Mais, dès que Chevket Pacha, Enver bey, Niazi bey, ces croquemitaines, tirent leurs grands sabres, dès que le succès de la réaction paraît moins certain, les journaux prudens changent de langage. Les soldats « justiciers » du 13 avril ne sont plus que des malheureux « abusés… » Si le Comité revient au pouvoir, ces soldats seront aussitôt qualifiés de « brutes sanguinaires. » ‘

Le fameux Vulcan a déclaré mercredi que la nation n’avait jamais conquis sa liberté, mais que le Sultan la lui avait gracieusement octroyée et pouvait la lui reprendre, en supprimant la Constitution !… On annonce que ce journal va être poursuivi… Signe des temps !

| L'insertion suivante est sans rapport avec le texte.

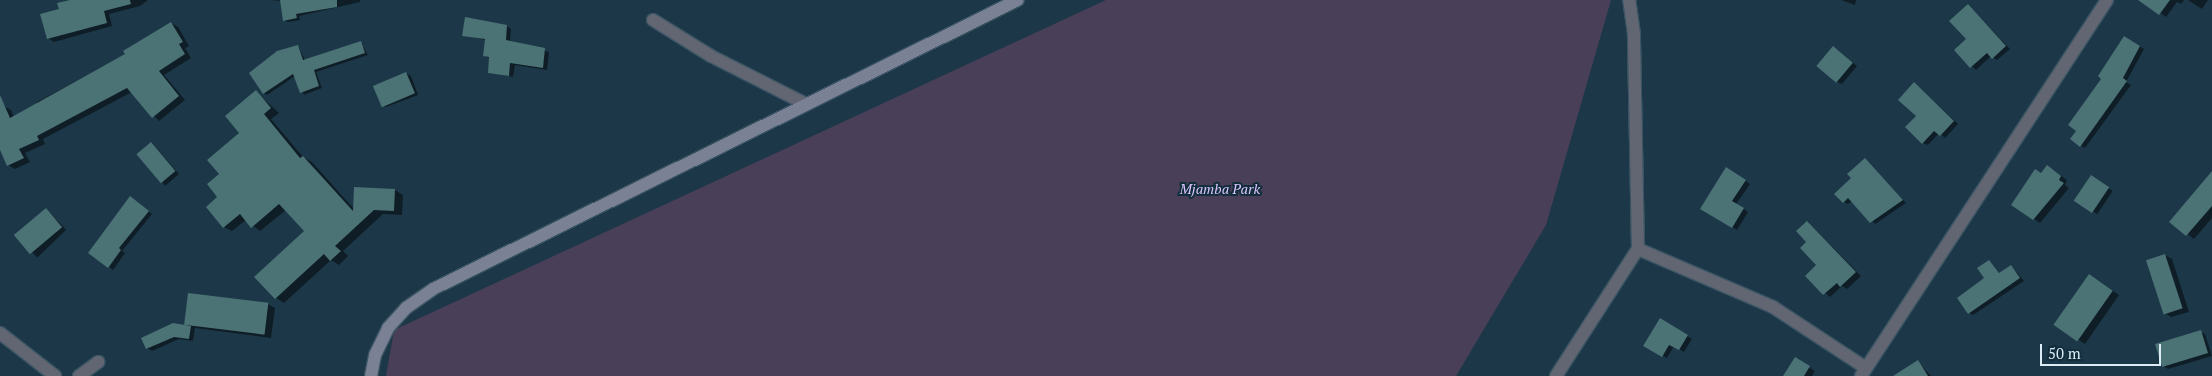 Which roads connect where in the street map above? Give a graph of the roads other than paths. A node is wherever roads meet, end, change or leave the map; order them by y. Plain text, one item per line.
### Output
1 (1018, 0) edge
2 (1629, 0) edge
3 (2108, 0) edge
4 (653, 20) dead end
5 (806, 104) junction
6 (1638, 249) junction
7 (0, 333) edge
8 (98, 362) dead end
9 (1863, 372) edge
10 (55, 376) edge
11 (79, 376) edge
12 (371, 376) edge
13 (1556, 376) edge

1 - 5 main road
2 - 6 street
3 - 9 street
4 - 5 street
5 - 12 main road
6 - 9 street
6 - 13 street
7 - 10 street
8 - 11 street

On remarque aussi une lettre très curieuse du prince Sabaheddine Effendi, neveu du Sultan et chef de l’Union libérale. Il n’est pas très aimé des Jeunes-Turcs, ce prince Sabaheddine, et je ne crois pas que les Vieux-Turcs aient pour lui beaucoup de tendresse. Il représente le « juste milieu, » le parti de la conciliation, et comment n’aurait-on pas de l’estime pour lui, puisqu’il prêche la concorde et le respect des femmes ?…

Car les violences du Vulcan, et certains actes de brutalité commis dans la rue, ont dû troubler l’âme bienveillante du prince Sabaheddine. Il s’adresse aux soldats, lui aussi, avec une prudence tout orientale, et débute par des complimens.

« Frères soldats ! Salut à vous ! dit-il. Nous ne savons comment vous remercier de ce que vous vous êtes attachés, pendant ces jours pleins de difficultés, au Chériat islamique. C’est pour nous un grand honneur de voir votre fidélité à notre religion. Nous désirons cependant, non seulement réclamer notre Chériat, mais encore le mettre en pratique extérieure, étant donné que ceux qui veulent le Chériat doivent avant tout lui obéir, »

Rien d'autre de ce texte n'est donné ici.